No kernel interaction required
A further benefit is the light overhead when switching threads, as opposed to switching to the kernel mode, doing stuff, switching back, etc. The lighter thread switching is described like this in the book:
When a thread does something that may cause it to become blocked
locally, for example, waiting for another thread in its process to
complete some work, it calls a run-time system procedure. This
procedure checks to see if the thread must be put into blocked state.
If, so it stores the thread’s registers (i.e., its own) [...] and
reloads the machine registers with the new thread’s saved values. As soon as the stack
pointer and program counter have been switched, the new thread comes
to life again automatically. If the machine happens to have an
instruction to store all the registers and another one to load them
all, the entire thread switch can be done in just a handful of in-
structions. Doing thread switching like this is at least an order of
magnitude—maybe more—faster than trapping to the kernel and is a
strong argument in favor of user-level threads packages.
This efficiency is also nice because it spares us from incredibly heavy context switches and all that stuff.
Individually adjusted scheduling algorithms
Also, hence there is no central scheduling algorithm, every process can have its own scheduling algorithm and is way more flexible in its variety of choices. In addition, the "private" scheduling algorithm is way more flexible concerning the information it gets from the threads. The number of information can be adjusted manually and per-process, so it's very finely-grained. This is because, again, there is no central scheduling algorithm needing to fit the needs of every process; it has to be very general and all and must deliver adequate performance in every case. User-level threads allow an extremely specialized scheduling algorithm.
This is only restricted by the disadvantage "No automatic switching to the scheduler."
They [user-level threads] allow each process to have its own
customized scheduling algorithm.
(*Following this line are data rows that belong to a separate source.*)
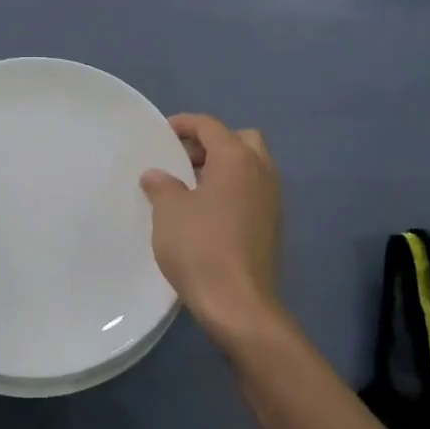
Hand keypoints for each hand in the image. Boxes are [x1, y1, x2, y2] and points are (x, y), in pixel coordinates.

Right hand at [140, 113, 282, 344]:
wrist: (238, 304)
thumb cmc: (200, 247)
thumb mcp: (169, 211)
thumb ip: (162, 185)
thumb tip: (157, 175)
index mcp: (237, 159)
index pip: (211, 126)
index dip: (185, 124)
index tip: (164, 133)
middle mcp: (261, 172)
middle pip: (241, 139)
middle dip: (213, 143)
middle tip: (185, 160)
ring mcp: (272, 199)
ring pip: (251, 166)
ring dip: (224, 167)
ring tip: (192, 186)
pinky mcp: (272, 225)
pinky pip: (253, 190)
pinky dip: (233, 189)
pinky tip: (208, 211)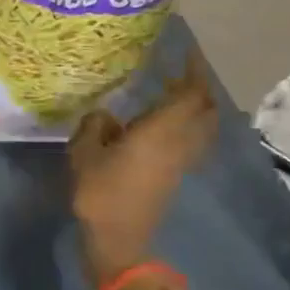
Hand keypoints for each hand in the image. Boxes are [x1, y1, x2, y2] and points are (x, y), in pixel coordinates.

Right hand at [69, 50, 218, 281]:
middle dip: (198, 86)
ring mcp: (181, 160)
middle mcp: (179, 142)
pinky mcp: (175, 174)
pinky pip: (191, 139)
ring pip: (202, 125)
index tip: (185, 50)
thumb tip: (106, 115)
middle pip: (204, 108)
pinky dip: (186, 124)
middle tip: (178, 70)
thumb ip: (94, 125)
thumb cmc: (100, 192)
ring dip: (195, 106)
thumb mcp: (84, 152)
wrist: (118, 238)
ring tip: (172, 93)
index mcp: (161, 131)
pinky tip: (161, 124)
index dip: (192, 70)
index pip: (190, 93)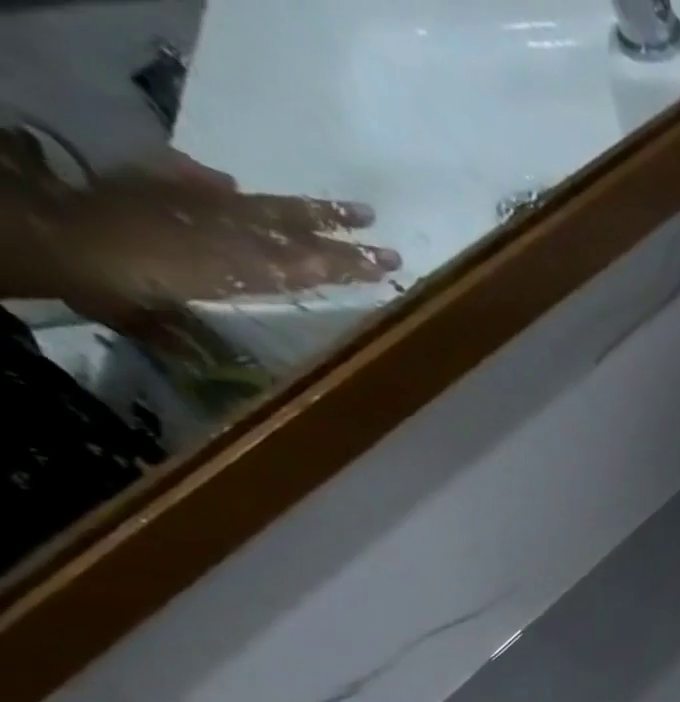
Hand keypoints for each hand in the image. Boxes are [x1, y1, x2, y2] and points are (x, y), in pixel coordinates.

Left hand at [26, 159, 398, 329]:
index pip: (309, 264)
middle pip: (297, 235)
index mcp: (243, 265)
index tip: (387, 267)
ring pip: (269, 210)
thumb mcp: (168, 307)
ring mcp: (199, 206)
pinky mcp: (160, 185)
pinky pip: (193, 181)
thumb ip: (210, 308)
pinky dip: (212, 184)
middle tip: (387, 246)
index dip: (347, 266)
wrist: (57, 241)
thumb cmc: (121, 285)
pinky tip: (228, 183)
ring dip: (312, 213)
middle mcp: (230, 231)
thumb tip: (235, 305)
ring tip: (355, 212)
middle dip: (343, 241)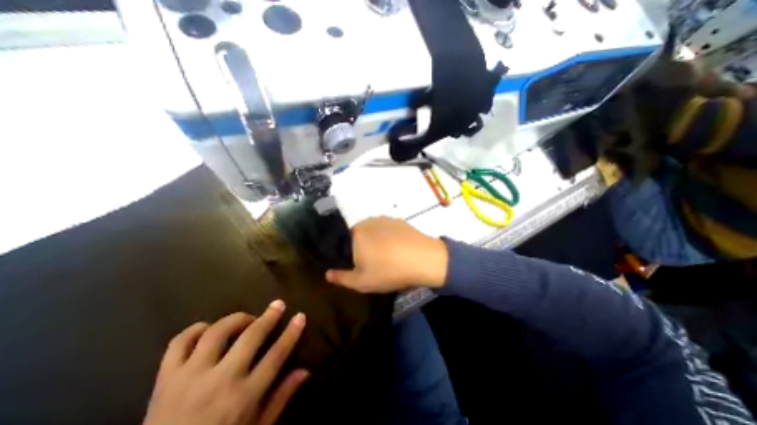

For some applications, for example,
those with a garbage-collector thread, not having to worry about a
thread being stopped at an inconvenient moment is a plus. They also
scale better, since kernel threads invariably require some table space
and stack space in the kernel, which can be a problem if there are a
very large number of threads.
No coordination with system calls
The user-level scheduling algorithm has no idea if some thread has called a blocking read system call. OTOH, a kernel-level scheduling algorithm would've known because it can be notified by the system call; both belong to the kernel code base.
Suppose that a thread reads from the keyboard before any keys have
been hit. Letting the thread actually make the system call is
unacceptable, since this will stop all the threads. One of the main
goals of having threads in the first place was to allow each one to
use blocking calls, but to prevent one blocked thread from affecting
the others. With blocking system calls, it is hard to see how this
goal can be achieved readily.
He goes on that system calls could be made non-blocking but that would be very inconvenient and compatibility to existing OSes would be drastically hurt.
Mr Tanenbaum also says that the library wrappers around the system calls (as found in glibc, for example) could be modified to predict when a system cal blocks using select but he utters that this is inelegant.
Building upon that, he says that threads do block often. Often blocking requires many system calls. And many system calls are bad. And without blocking, threads become less useful:
For applications that are essentially entirely CPU bound and rarely
block, what is the point of having threads at all? No one would
seriously propose computing the first n prime numbers or playing chess
using threads because there is nothing to be gained by doing it that
Page faults block per-process if unaware of threads
The OS has no notion of threads. Therefore, if a page fault occurs, the whole process will be blocked, effectively blocking all user-level threads.
Somewhat analogous to the problem of blocking system calls is the
problem of page faults. [...] If the program calls or jumps to an
instruction that is not in memory, a page fault occurs and the
operating system will go and get the missing instruction (and its
neighbors) from disk. [...] The process is blocked while the necessary
instruction is being located and read in. If a thread causes a page
fault, the kernel, unaware of even the existence of threads, naturally
blocks the entire process until the disk I/O is complete, even though
other threads might be runnable.
I think this can be generalized to all interrupts.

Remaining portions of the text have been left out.